The most fundamental prayer of Christianity is even more emphatic. While the College of Cardinals is only 1,000 years old, the fatherhood of God is as old as the Trinity — beyond the category of time. Christ taught us to pray that the eternal patriarchal rule of the father "be done on earth as it is in heaven."

Let's face it. This peace plan does not exactly accord with the feminist vision that only the rise of female leaders will save humankind from those testosterone-nourished twins, war and violence.

Christ commanded his apostles to love one another as he loved them and as his father loved him. He said "love" — and he was talking to an all-male group. For Catholics, this conclave really is about the Christian nature of love. It was the topic of the last pope's first encyclical: "Caritas" — charity, love.
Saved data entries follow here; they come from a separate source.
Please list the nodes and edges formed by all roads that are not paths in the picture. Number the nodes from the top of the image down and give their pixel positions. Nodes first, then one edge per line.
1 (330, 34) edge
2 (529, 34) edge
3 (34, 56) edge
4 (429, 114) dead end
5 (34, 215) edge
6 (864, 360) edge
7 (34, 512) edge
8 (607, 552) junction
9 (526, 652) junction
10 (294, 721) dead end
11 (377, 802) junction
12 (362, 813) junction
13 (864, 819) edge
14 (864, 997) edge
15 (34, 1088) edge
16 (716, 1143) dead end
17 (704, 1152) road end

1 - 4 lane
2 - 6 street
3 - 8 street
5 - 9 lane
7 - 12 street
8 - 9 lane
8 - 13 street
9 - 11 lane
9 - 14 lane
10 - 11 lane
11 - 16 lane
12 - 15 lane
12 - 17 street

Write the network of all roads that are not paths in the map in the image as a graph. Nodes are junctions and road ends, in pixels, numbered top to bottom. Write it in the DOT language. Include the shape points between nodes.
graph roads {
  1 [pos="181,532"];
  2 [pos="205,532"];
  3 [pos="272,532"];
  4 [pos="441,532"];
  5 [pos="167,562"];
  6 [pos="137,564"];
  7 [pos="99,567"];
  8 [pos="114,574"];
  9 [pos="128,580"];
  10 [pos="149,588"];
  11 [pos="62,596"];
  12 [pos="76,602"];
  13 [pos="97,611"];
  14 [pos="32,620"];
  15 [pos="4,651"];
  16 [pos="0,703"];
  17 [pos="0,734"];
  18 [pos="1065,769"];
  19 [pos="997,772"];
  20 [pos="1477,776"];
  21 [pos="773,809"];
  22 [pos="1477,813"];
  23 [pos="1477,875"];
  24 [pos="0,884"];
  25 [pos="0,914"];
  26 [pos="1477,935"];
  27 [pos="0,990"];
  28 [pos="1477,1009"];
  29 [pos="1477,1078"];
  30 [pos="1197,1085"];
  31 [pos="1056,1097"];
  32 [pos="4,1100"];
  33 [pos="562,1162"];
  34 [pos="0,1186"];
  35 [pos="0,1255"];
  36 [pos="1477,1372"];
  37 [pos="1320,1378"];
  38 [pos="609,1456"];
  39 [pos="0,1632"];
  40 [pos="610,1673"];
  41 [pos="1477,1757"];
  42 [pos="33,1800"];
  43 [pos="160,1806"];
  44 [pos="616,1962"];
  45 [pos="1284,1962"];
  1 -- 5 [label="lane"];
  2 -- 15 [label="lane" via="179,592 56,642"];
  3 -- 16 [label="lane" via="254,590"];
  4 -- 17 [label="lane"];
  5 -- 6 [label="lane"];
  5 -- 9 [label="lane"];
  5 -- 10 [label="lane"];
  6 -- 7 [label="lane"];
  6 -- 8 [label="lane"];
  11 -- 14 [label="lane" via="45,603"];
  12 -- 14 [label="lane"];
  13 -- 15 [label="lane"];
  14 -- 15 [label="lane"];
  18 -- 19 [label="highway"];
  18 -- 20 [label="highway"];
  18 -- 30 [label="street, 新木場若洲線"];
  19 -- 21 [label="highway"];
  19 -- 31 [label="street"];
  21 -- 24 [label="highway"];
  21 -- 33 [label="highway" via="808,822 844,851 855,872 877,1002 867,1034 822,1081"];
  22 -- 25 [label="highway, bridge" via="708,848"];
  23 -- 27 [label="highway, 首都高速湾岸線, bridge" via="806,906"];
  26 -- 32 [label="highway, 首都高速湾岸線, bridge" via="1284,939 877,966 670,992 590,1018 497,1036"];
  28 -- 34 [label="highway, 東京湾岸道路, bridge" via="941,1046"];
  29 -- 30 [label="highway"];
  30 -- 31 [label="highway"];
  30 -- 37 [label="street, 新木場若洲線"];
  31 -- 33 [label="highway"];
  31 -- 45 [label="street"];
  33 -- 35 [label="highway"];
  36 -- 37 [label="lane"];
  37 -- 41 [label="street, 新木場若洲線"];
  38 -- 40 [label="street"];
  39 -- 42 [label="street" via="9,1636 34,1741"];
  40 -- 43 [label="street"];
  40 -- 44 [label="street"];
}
The patriarchal fraternity of the priesthood puts itself forward as a "communion" of masculine-ordered love. The love of this brotherhood of fathers is called to be particularly protective toward that ancient biblical formulation of the needy, "widows and orphans." The fatherless have always been victimized, so a band of brothers pledge their loyalty to the father and their protective strength to the vulnerable. It is a mission that appeals to a manly heart.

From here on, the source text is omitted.